Source material =>
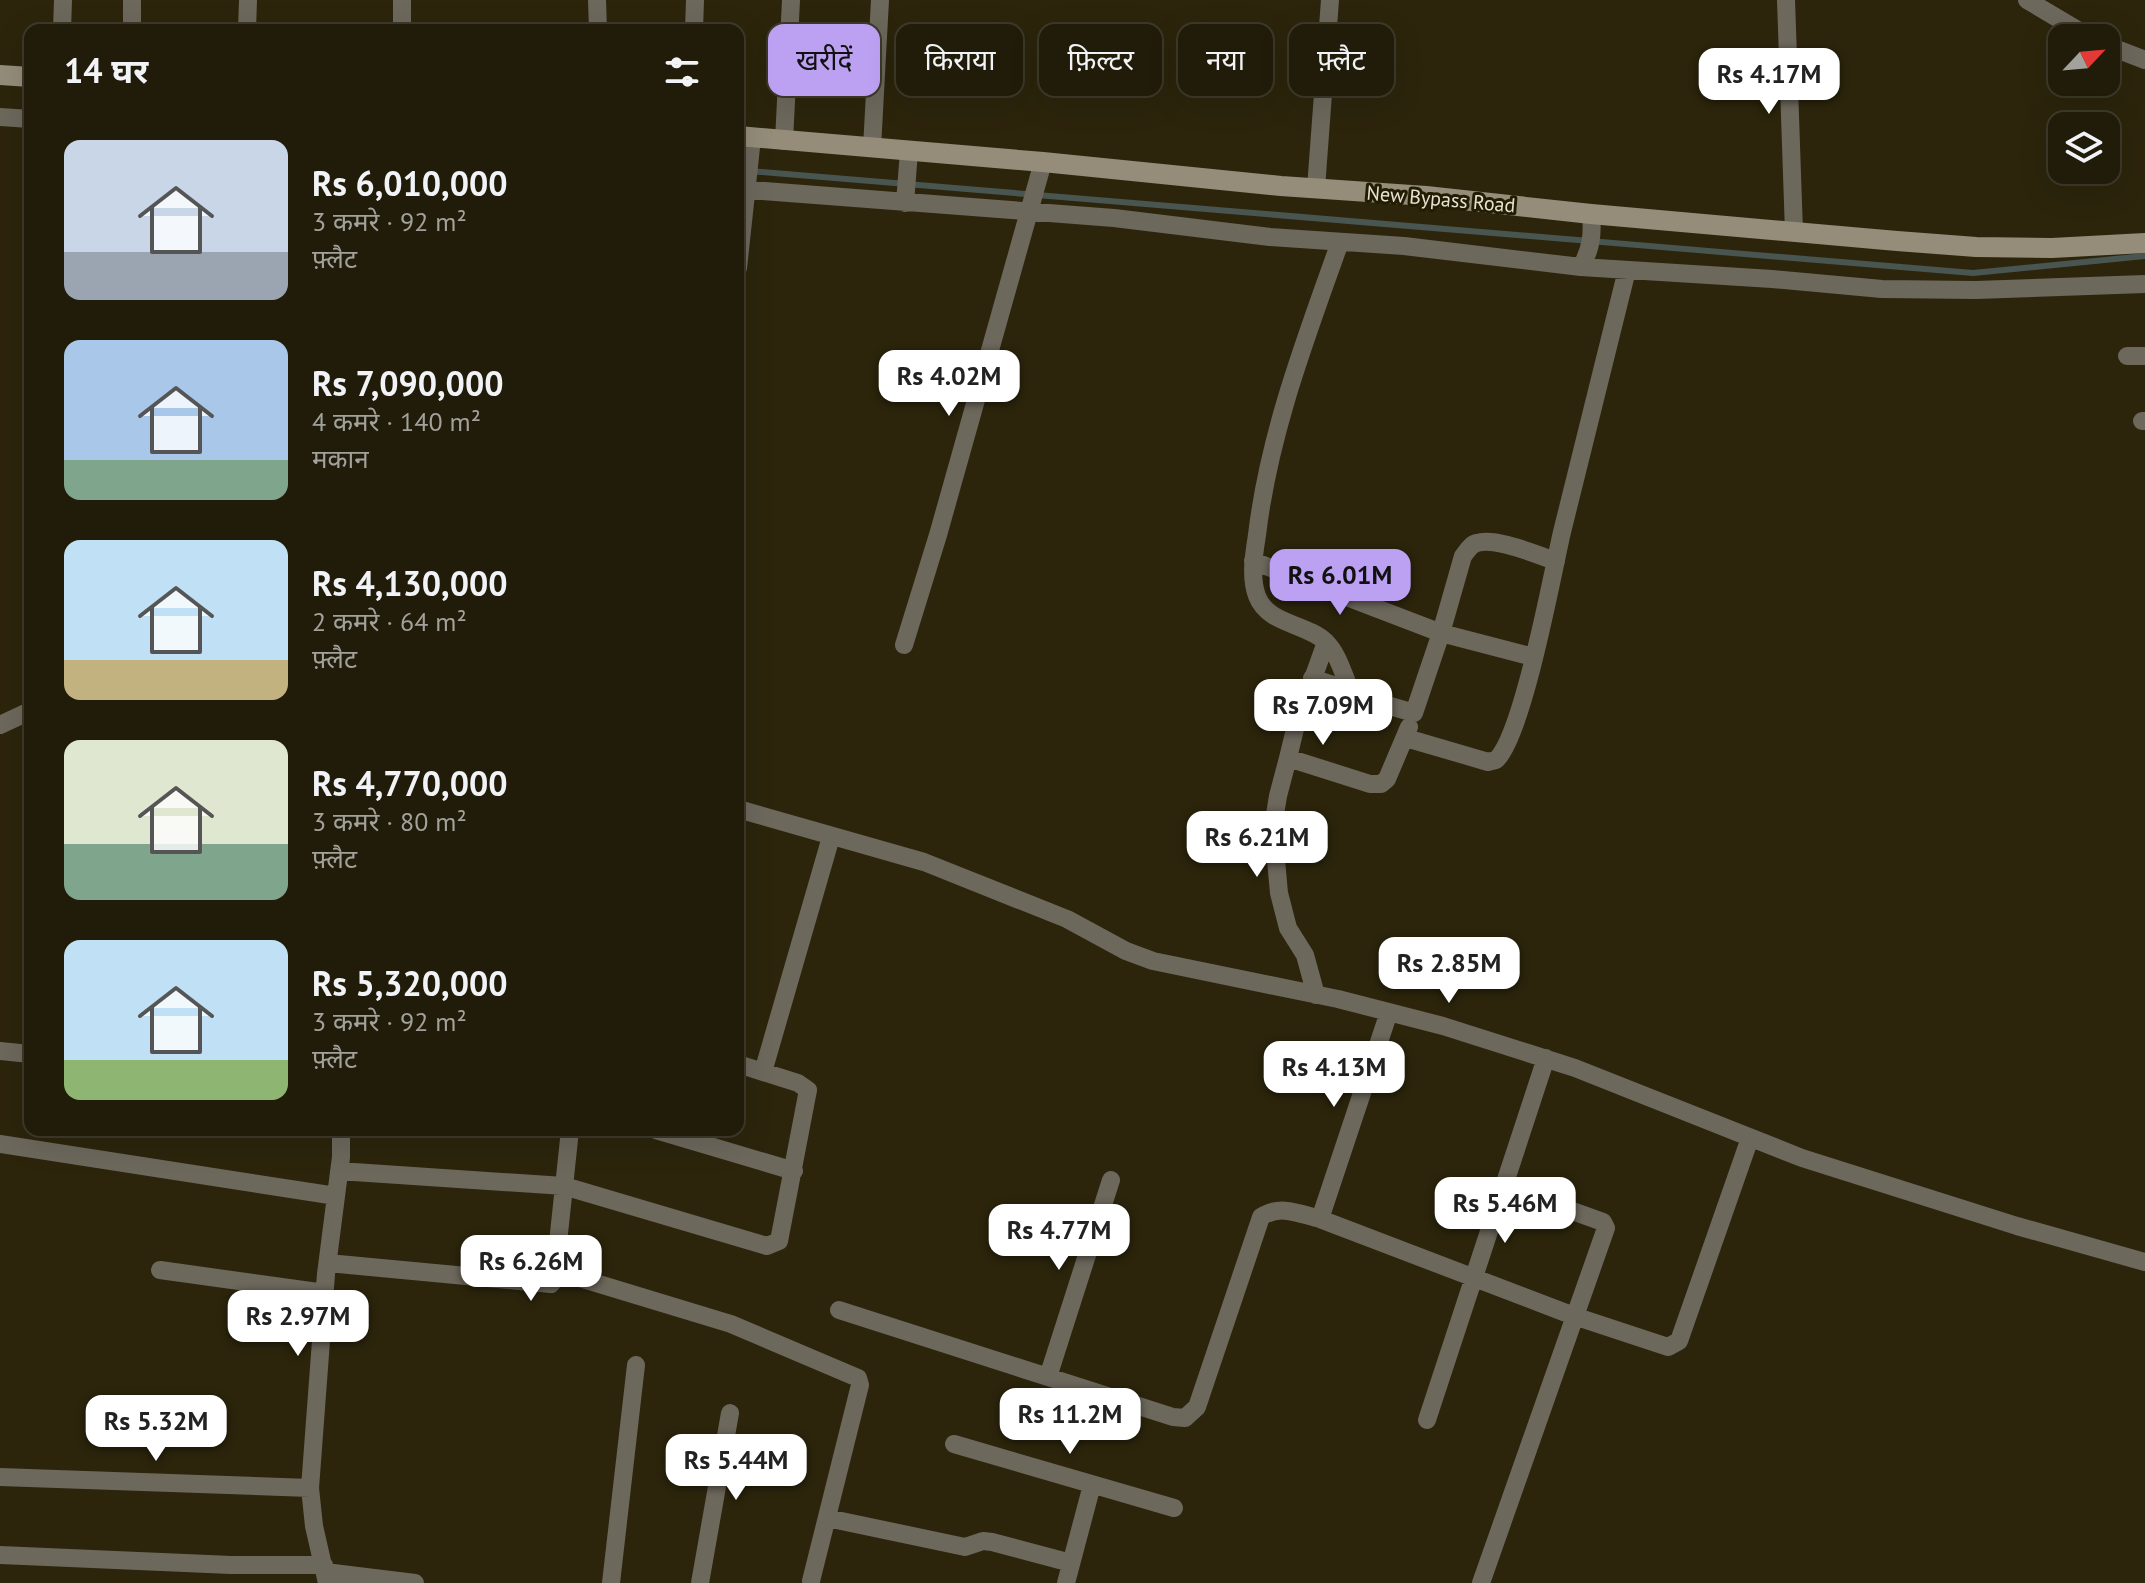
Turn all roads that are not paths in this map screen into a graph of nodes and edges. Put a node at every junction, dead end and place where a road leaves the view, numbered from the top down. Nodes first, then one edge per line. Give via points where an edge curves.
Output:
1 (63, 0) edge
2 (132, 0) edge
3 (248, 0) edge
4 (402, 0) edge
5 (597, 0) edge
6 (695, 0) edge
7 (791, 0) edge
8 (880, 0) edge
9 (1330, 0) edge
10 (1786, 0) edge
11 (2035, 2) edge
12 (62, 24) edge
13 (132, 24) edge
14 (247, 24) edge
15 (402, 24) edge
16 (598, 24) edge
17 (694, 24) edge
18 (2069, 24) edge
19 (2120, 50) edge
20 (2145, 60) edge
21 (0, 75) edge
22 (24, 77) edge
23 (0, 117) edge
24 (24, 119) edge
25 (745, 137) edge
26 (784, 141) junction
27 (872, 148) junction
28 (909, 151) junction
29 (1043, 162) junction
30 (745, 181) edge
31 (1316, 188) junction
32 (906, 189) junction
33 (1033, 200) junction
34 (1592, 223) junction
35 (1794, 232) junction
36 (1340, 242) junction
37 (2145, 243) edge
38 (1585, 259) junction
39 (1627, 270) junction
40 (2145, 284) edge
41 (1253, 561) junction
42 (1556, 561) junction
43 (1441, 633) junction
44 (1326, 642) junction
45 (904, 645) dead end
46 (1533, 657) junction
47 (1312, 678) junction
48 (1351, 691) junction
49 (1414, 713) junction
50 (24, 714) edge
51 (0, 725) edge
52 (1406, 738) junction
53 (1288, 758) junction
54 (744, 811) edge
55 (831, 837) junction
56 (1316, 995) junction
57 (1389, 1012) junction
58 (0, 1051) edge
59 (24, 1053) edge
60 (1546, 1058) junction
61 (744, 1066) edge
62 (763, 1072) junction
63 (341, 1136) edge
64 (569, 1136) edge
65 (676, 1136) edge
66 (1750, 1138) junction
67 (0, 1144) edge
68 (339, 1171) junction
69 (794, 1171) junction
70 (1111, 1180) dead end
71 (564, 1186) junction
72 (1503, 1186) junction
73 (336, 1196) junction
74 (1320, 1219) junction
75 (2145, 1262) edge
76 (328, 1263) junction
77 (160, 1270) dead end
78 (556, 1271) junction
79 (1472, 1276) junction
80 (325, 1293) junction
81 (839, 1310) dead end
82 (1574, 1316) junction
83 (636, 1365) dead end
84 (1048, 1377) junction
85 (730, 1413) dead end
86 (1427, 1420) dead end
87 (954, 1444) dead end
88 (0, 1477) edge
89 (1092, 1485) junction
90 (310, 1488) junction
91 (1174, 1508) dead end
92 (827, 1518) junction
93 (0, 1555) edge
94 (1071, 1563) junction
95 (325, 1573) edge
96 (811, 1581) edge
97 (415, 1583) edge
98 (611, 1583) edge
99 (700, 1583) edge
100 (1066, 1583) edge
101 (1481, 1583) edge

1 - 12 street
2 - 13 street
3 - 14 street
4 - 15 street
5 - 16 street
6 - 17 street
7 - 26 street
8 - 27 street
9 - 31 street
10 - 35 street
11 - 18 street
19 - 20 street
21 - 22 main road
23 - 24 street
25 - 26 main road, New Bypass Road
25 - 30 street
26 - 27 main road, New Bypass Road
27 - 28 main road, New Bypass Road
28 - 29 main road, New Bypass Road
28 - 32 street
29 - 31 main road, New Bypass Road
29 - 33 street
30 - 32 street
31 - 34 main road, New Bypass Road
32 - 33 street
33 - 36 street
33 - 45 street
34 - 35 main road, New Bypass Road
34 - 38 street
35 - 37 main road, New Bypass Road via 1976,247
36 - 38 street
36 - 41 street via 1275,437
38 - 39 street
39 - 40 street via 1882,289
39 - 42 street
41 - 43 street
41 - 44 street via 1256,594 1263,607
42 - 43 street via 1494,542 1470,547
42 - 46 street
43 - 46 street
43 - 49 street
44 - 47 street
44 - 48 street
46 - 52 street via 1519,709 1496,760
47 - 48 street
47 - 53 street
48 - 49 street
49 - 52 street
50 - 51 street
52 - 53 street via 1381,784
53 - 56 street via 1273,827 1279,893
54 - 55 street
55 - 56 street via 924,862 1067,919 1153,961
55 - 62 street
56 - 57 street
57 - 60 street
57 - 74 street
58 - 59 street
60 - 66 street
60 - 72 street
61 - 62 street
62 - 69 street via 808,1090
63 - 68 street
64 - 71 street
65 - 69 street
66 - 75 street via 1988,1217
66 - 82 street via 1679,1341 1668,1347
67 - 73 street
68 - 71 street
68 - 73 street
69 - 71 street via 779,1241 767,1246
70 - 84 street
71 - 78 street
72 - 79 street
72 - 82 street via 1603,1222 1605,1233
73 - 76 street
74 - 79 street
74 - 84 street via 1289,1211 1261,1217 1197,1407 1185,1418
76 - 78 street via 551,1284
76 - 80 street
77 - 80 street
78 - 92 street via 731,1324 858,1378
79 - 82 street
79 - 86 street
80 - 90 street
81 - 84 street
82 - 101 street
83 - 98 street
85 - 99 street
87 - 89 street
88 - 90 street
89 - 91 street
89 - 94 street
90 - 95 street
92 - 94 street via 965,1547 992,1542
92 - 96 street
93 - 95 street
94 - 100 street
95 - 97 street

Exercise directions => The required output is each line above restated verbatim, with all images omitted.

Response below =>
Turn all roads that are not paths in this map screen into a graph of nodes and edges. Put a node at every junction, dead end and place where a road leaves the view, numbered from the top down. Nodes first, then one edge per line. Give via points where an edge curves.
Output:
1 (63, 0) edge
2 (132, 0) edge
3 (248, 0) edge
4 (402, 0) edge
5 (597, 0) edge
6 (695, 0) edge
7 (791, 0) edge
8 (880, 0) edge
9 (1330, 0) edge
10 (1786, 0) edge
11 (2035, 2) edge
12 (62, 24) edge
13 (132, 24) edge
14 (247, 24) edge
15 (402, 24) edge
16 (598, 24) edge
17 (694, 24) edge
18 (2069, 24) edge
19 (2120, 50) edge
20 (2145, 60) edge
21 (0, 75) edge
22 (24, 77) edge
23 (0, 117) edge
24 (24, 119) edge
25 (745, 137) edge
26 (784, 141) junction
27 (872, 148) junction
28 (909, 151) junction
29 (1043, 162) junction
30 (745, 181) edge
31 (1316, 188) junction
32 (906, 189) junction
33 (1033, 200) junction
34 (1592, 223) junction
35 (1794, 232) junction
36 (1340, 242) junction
37 (2145, 243) edge
38 (1585, 259) junction
39 (1627, 270) junction
40 (2145, 284) edge
41 (1253, 561) junction
42 (1556, 561) junction
43 (1441, 633) junction
44 (1326, 642) junction
45 (904, 645) dead end
46 (1533, 657) junction
47 (1312, 678) junction
48 (1351, 691) junction
49 (1414, 713) junction
50 (24, 714) edge
51 (0, 725) edge
52 (1406, 738) junction
53 (1288, 758) junction
54 (744, 811) edge
55 (831, 837) junction
56 (1316, 995) junction
57 (1389, 1012) junction
58 (0, 1051) edge
59 (24, 1053) edge
60 (1546, 1058) junction
61 (744, 1066) edge
62 (763, 1072) junction
63 (341, 1136) edge
64 (569, 1136) edge
65 (676, 1136) edge
66 (1750, 1138) junction
67 (0, 1144) edge
68 (339, 1171) junction
69 (794, 1171) junction
70 (1111, 1180) dead end
71 (564, 1186) junction
72 (1503, 1186) junction
73 (336, 1196) junction
74 (1320, 1219) junction
75 (2145, 1262) edge
76 (328, 1263) junction
77 (160, 1270) dead end
78 (556, 1271) junction
79 (1472, 1276) junction
80 (325, 1293) junction
81 (839, 1310) dead end
82 (1574, 1316) junction
83 (636, 1365) dead end
84 (1048, 1377) junction
85 (730, 1413) dead end
86 (1427, 1420) dead end
87 (954, 1444) dead end
88 (0, 1477) edge
89 (1092, 1485) junction
90 (310, 1488) junction
91 (1174, 1508) dead end
92 (827, 1518) junction
93 (0, 1555) edge
94 (1071, 1563) junction
95 (325, 1573) edge
96 (811, 1581) edge
97 (415, 1583) edge
98 (611, 1583) edge
99 (700, 1583) edge
100 (1066, 1583) edge
101 (1481, 1583) edge

1 - 12 street
2 - 13 street
3 - 14 street
4 - 15 street
5 - 16 street
6 - 17 street
7 - 26 street
8 - 27 street
9 - 31 street
10 - 35 street
11 - 18 street
19 - 20 street
21 - 22 main road
23 - 24 street
25 - 26 main road, New Bypass Road
25 - 30 street
26 - 27 main road, New Bypass Road
27 - 28 main road, New Bypass Road
28 - 29 main road, New Bypass Road
28 - 32 street
29 - 31 main road, New Bypass Road
29 - 33 street
30 - 32 street
31 - 34 main road, New Bypass Road
32 - 33 street
33 - 36 street
33 - 45 street
34 - 35 main road, New Bypass Road
34 - 38 street
35 - 37 main road, New Bypass Road via 1976,247
36 - 38 street
36 - 41 street via 1275,437
38 - 39 street
39 - 40 street via 1882,289
39 - 42 street
41 - 43 street
41 - 44 street via 1256,594 1263,607
42 - 43 street via 1494,542 1470,547
42 - 46 street
43 - 46 street
43 - 49 street
44 - 47 street
44 - 48 street
46 - 52 street via 1519,709 1496,760
47 - 48 street
47 - 53 street
48 - 49 street
49 - 52 street
50 - 51 street
52 - 53 street via 1381,784
53 - 56 street via 1273,827 1279,893
54 - 55 street
55 - 56 street via 924,862 1067,919 1153,961
55 - 62 street
56 - 57 street
57 - 60 street
57 - 74 street
58 - 59 street
60 - 66 street
60 - 72 street
61 - 62 street
62 - 69 street via 808,1090
63 - 68 street
64 - 71 street
65 - 69 street
66 - 75 street via 1988,1217
66 - 82 street via 1679,1341 1668,1347
67 - 73 street
68 - 71 street
68 - 73 street
69 - 71 street via 779,1241 767,1246
70 - 84 street
71 - 78 street
72 - 79 street
72 - 82 street via 1603,1222 1605,1233
73 - 76 street
74 - 79 street
74 - 84 street via 1289,1211 1261,1217 1197,1407 1185,1418
76 - 78 street via 551,1284
76 - 80 street
77 - 80 street
78 - 92 street via 731,1324 858,1378
79 - 82 street
79 - 86 street
80 - 90 street
81 - 84 street
82 - 101 street
83 - 98 street
85 - 99 street
87 - 89 street
88 - 90 street
89 - 91 street
89 - 94 street
90 - 95 street
92 - 94 street via 965,1547 992,1542
92 - 96 street
93 - 95 street
94 - 100 street
95 - 97 street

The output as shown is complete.